Nor do I believe, at this point, that al Qaeda has in mind ruling any non-Muslim country. That's not to say that sometime way down the road Muslims may get it into their heads once again to attack Christian (or Jewish) countries - after all, Christians and Jews have it in their heads to attack Muslim countries right now. But I think the Arabs are smart enough to understand that some period of consolidation will be necessary first. So, for the immediate future, al Qaeda is a threat only insofar as it is unsuccessful. If it gets what it wants, we can look forward to a fairly long period of uneasy peace. Long enough, anyway, to encompass my funeral.
WHAT COMES TO MIND?
For the most part, TV is full of crap - literally. Even HBO, which does some excellent things, fills most of its schedule with movies no one went to see at theaters, or which were not even released to theaters because everyone already knew no one would go. The simple truth is that if you put out garbage, and there are other producers out there with better stuff, sooner or later you're going to lose your customers. Maybe we're not as mindless as TV thinks we are. Does General Motors come to mind?
FORESIGHT
And the county is on track to approve a new 10,000 house development on a farm in the middle of the county.
They must be getting their advice from Senator Inhofe. That is, if they aren't being bribed by developers.
COLLUSION
Why in hell would I buy it?
Did I find the author so fascinating that I have to know how he is going to tell me in detail what I already know in substance? Not that I recall. Do I have to know the detail? It means nothing to me.
Is there something wrong with this business model?
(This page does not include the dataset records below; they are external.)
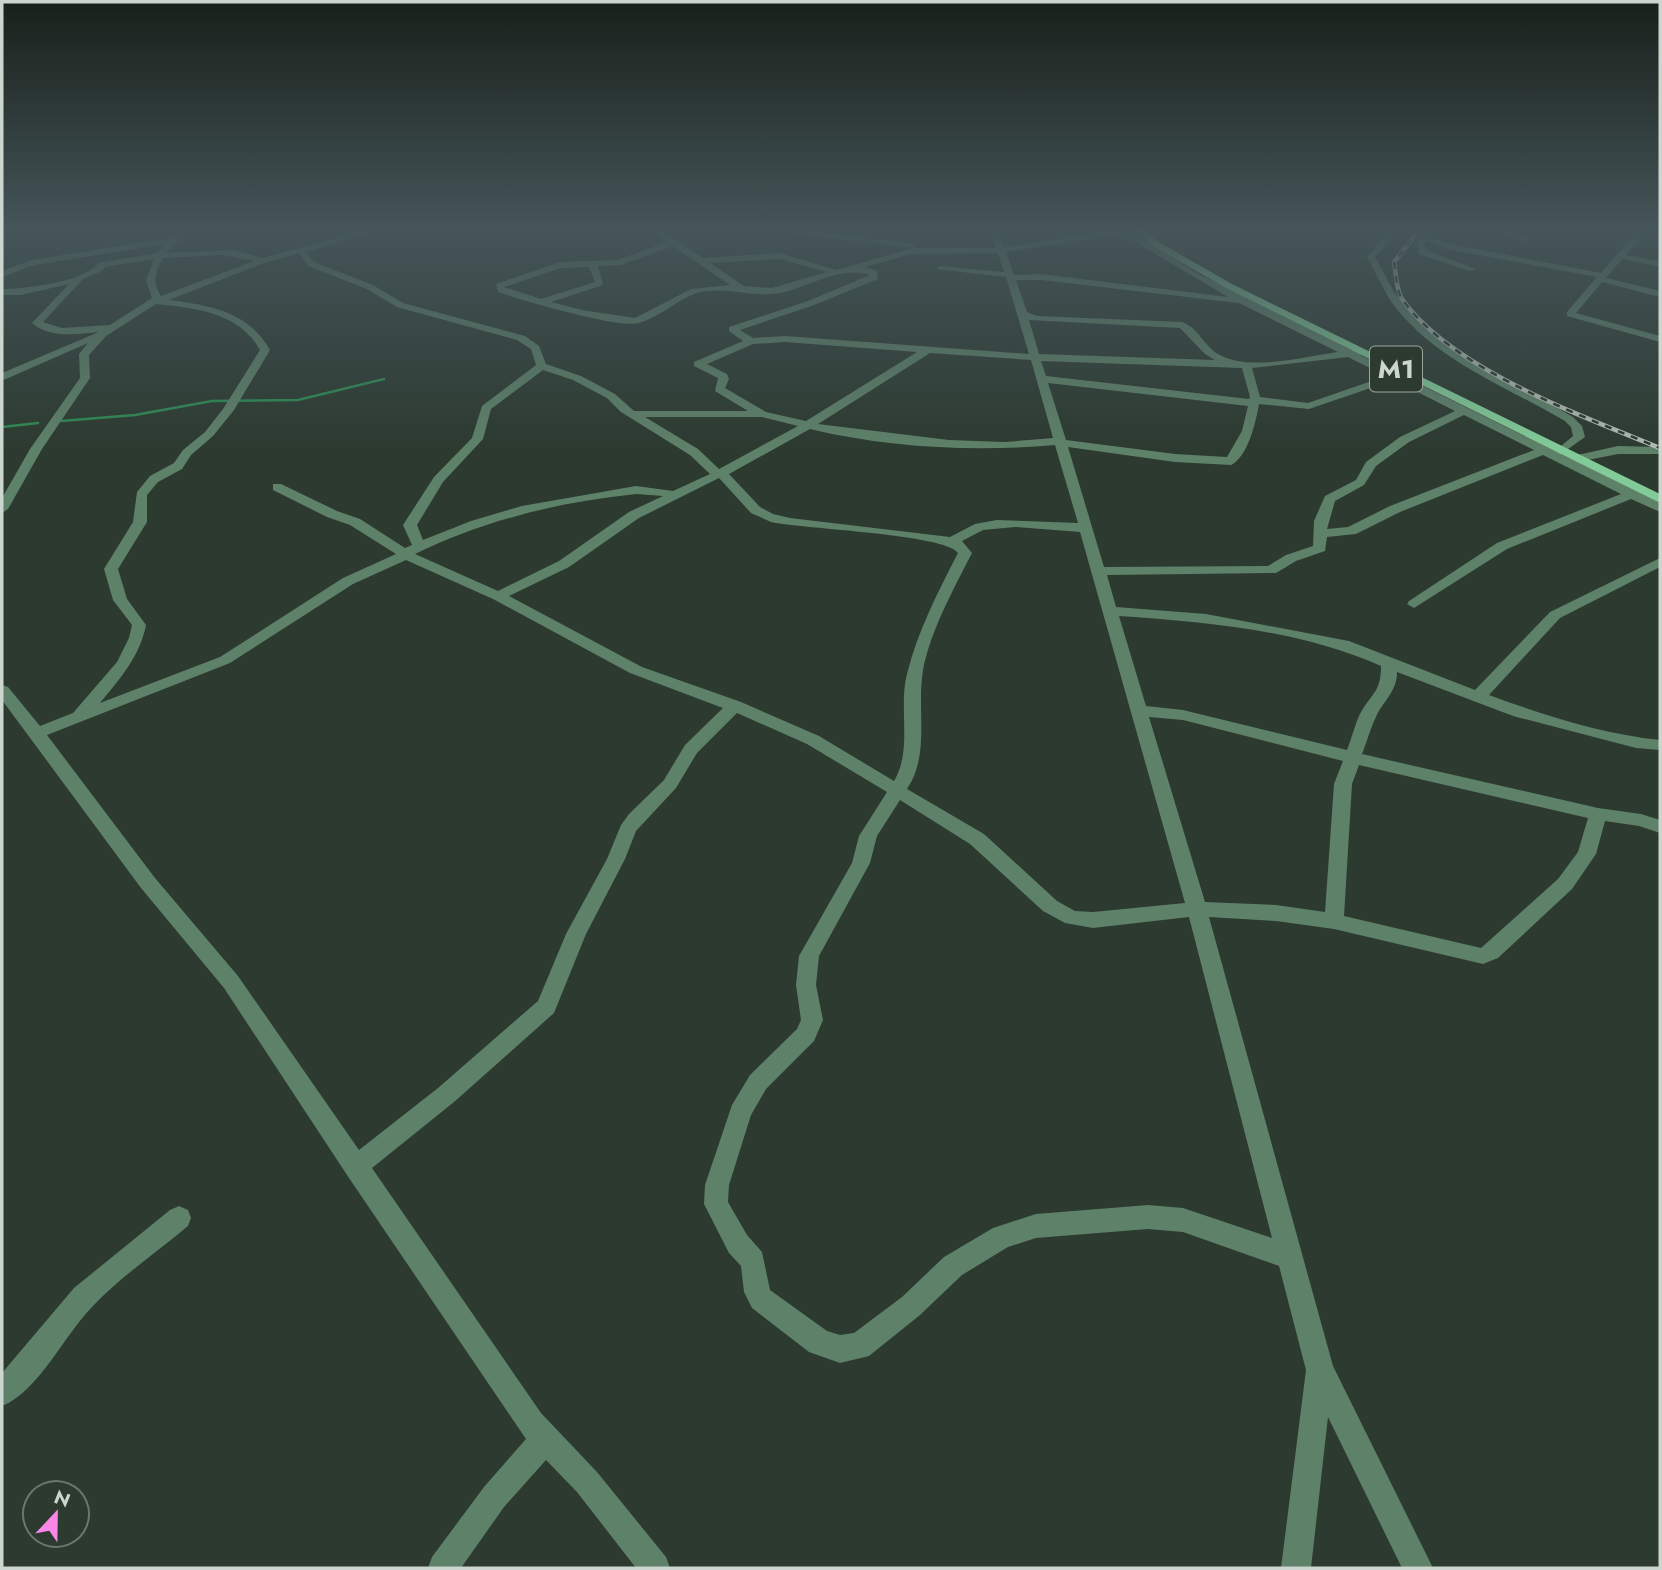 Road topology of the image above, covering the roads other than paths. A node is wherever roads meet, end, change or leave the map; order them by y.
1 (55, 302) edge
2 (151, 302) edge
3 (161, 302) edge
4 (395, 302) edge
5 (542, 302) edge
6 (672, 302) edge
7 (813, 302) edge
8 (1018, 302) edge
9 (1240, 302) edge
10 (1259, 302) edge
11 (1397, 302) edge
12 (1580, 302) edge
13 (1246, 303) joint
14 (1022, 314) junction
15 (114, 328) junction
16 (103, 334) junction
17 (1660, 339) edge
18 (751, 341) junction
19 (928, 350) junction
20 (1355, 353) junction
21 (1034, 357) junction
22 (1241, 365) junction
23 (542, 366) junction
24 (1397, 376) junction
25 (2, 377) edge
26 (1042, 379) junction
27 (1254, 402) junction
28 (1467, 410) junction
29 (631, 414) junction
30 (762, 414) junction
31 (807, 426) junction
32 (1060, 442) junction
33 (1545, 450) junction
34 (1660, 450) edge
35 (1561, 451) junction
36 (1577, 459) junction
37 (22, 474) junction
38 (718, 474) junction
39 (2, 477) edge
40 (277, 487) dead end
41 (1632, 494) junction
42 (673, 495) junction
43 (1660, 499) edge
44 (1660, 508) edge
45 (2, 509) edge
46 (1086, 528) junction
47 (1321, 533) junction
48 (953, 541) junction
49 (410, 552) junction
50 (1660, 562) edge
51 (1099, 571) junction
52 (498, 596) junction
53 (1414, 604) dead end
54 (1110, 611) junction
55 (1389, 663) junction
56 (2, 690) edge
57 (1478, 697) junction
58 (735, 706) junction
59 (1139, 710) junction
60 (78, 718) junction
61 (37, 733) junction
62 (1660, 745) edge
63 (1354, 758) junction
64 (897, 792) junction
65 (1598, 814) junction
66 (1660, 827) edge
67 (1196, 909) junction
68 (1334, 922) junction
69 (355, 1167) junction
70 (179, 1218) dead end
71 (1290, 1257) junction
72 (1320, 1370) junction
73 (2, 1392) edge
74 (546, 1438) junction
75 (443, 1568) edge
76 (655, 1568) edge
77 (1296, 1568) edge
78 (1418, 1568) edge

1 - 15 street
2 - 15 street
3 - 60 street
4 - 23 street
5 - 6 street
7 - 18 street
8 - 14 street
9 - 13 street
10 - 20 main road, M1
11 - 35 street
12 - 17 street
13 - 20 street
14 - 21 street
14 - 22 street
15 - 16 street
16 - 25 street
16 - 37 street
18 - 19 street
18 - 30 street
19 - 21 street
19 - 31 street
20 - 22 street
20 - 24 street
20 - 35 main road, M1
21 - 22 street
21 - 26 street
22 - 27 street
23 - 29 street
23 - 49 street
24 - 27 street
24 - 28 street
26 - 27 street
26 - 32 street
27 - 32 street
28 - 33 street
28 - 47 street
29 - 30 street
29 - 38 street
30 - 31 street
31 - 32 street
31 - 38 street
32 - 46 street
33 - 41 street
33 - 47 street
34 - 36 street
35 - 36 main road, M1
36 - 43 main road, M1
37 - 39 street
37 - 45 street
38 - 42 street
38 - 48 street
40 - 49 street
41 - 44 street
41 - 53 street
42 - 49 street
42 - 52 street
46 - 48 street
46 - 51 street
47 - 51 street
48 - 64 street
49 - 52 street
49 - 60 street
50 - 57 street
51 - 54 street
52 - 58 street
54 - 55 street
54 - 59 street
55 - 57 street
55 - 63 street
56 - 61 street
57 - 62 street
58 - 64 street
58 - 69 street
59 - 63 street
59 - 67 street
60 - 61 street
61 - 69 street
63 - 65 street
63 - 68 street
64 - 67 street
64 - 71 street
65 - 66 street
65 - 68 street
67 - 68 street
67 - 71 street
69 - 74 street
70 - 73 street
71 - 72 street
72 - 77 street
72 - 78 street
74 - 75 street
74 - 76 street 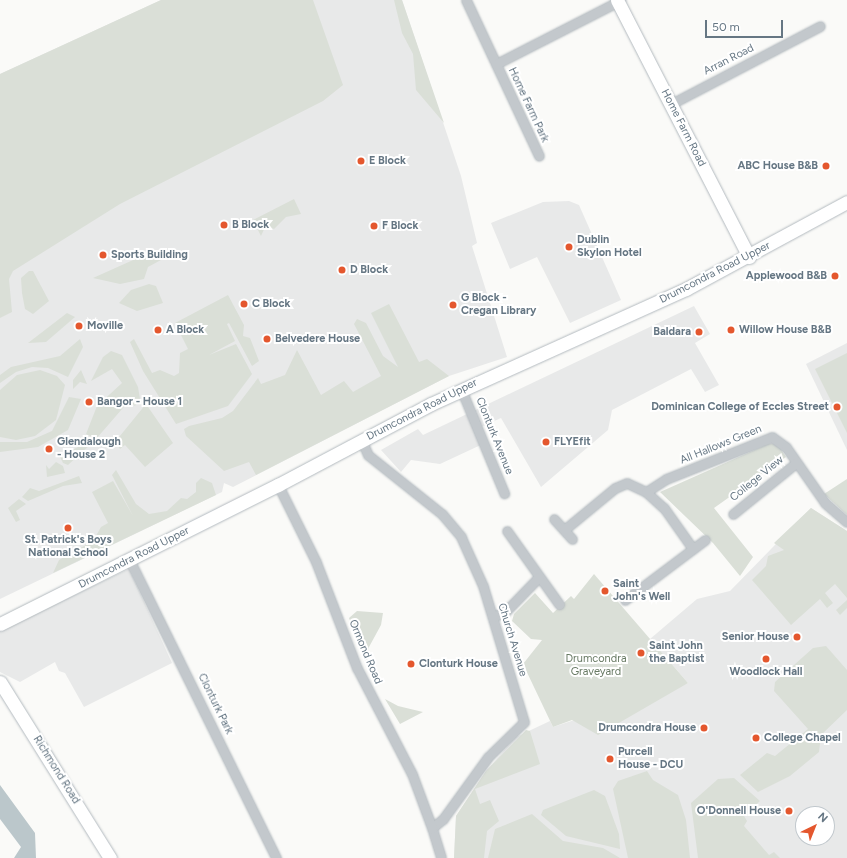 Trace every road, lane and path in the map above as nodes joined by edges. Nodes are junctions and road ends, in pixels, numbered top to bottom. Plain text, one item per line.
1 (466, 0) edge
2 (619, 0) edge
3 (820, 26) dead end
4 (496, 64) junction
5 (671, 104) junction
6 (539, 156) dead end
7 (847, 202) edge
8 (749, 257) junction
9 (461, 390) junction
10 (362, 441) junction
11 (796, 463) junction
12 (278, 486) junction
13 (646, 492) junction
14 (504, 493) dead end
15 (733, 514) dead end
16 (554, 519) dead end
17 (847, 522) edge
18 (564, 530) junction
19 (507, 531) dead end
20 (572, 539) dead end
21 (704, 540) dead end
22 (693, 549) junction
23 (130, 561) junction
24 (539, 578) junction
25 (625, 600) dead end
26 (559, 604) dead end
27 (493, 617) junction
28 (0, 624) edge
29 (0, 682) edge
30 (432, 828) junction
31 (110, 858) edge
32 (276, 858) edge
33 (441, 858) edge

1 - 4 street, Home Farm Park
2 - 4 street, Home Farm Park
2 - 5 main road, Home Farm Road
3 - 5 street, Arran Road
4 - 6 street, Home Farm Park
5 - 8 main road, Home Farm Road
7 - 8 main road, Drumcondra Road Upper
8 - 9 main road, Drumcondra Road Upper
9 - 10 main road, Drumcondra Road Upper
9 - 14 street, Clonturk Avenue
10 - 12 main road, Drumcondra Road Upper
10 - 27 street, Church Avenue
11 - 13 street, All Hallows Green
11 - 15 street, College View
11 - 17 street, All Hallows Green
12 - 23 main road, Drumcondra Road Upper
12 - 30 street, Ormond Road
13 - 18 street
13 - 22 street
16 - 18 street
18 - 20 street
19 - 24 street
21 - 22 street
22 - 25 street
23 - 28 main road, Drumcondra Road Upper
23 - 32 street, Clonturk Park
24 - 26 street
24 - 27 street
27 - 30 street, Church Avenue
29 - 31 main road, Richmond Road
30 - 33 street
And here's an even worse case.
I didn't need anyone to tell me what was in George Tenet's book. I've been primed for it for years. Only tabloid readers would want to immerse themselves in this stuff, and for the same reasons - conflict and titillation. Certainly not for political enlightenment - like I said, either you already knew, or you don't believe a word of it.
However, it does make the hours pass. Like a "Law and Order" marathon. Here's a chance for the putatively informed to get lazy while looking hip.
Tuesday, May 08, 2007
FORESEEABLE
I want to thank our town officials who collaborated with developers in raping what was once a quiet little town and filling our cow pastures and tree farms with thousands of homes built to house the people who are committing these crimes.
But hell, they couldn't have foreseen this, could they? I mean, it's never happened anywhere else ...
THE QUEEN
Who killed Diana? All of you who worshipped her so desperately (and pointlessly) that paparazzi were willing to risk her life and theirs to get yet another picture to sell you; and Diana herself, who knew the game she was playing, and played it for all it was worth. Maybe she even knew that an early death would be her final boost into the pantheon of those who are adored forever, though having accomplished nothing much to speak of, because of the way they carried themselves and the way they managed to kiss the public's ass without showing their condescension.
SALES
What's real is inside the Beltway. You people out there in Minnesota making all that noise don't make the future; connected people do. That's why there are connections - they facilitate political (and economic) results. We network; you netroot. Which of us do you think has more power to make things happen?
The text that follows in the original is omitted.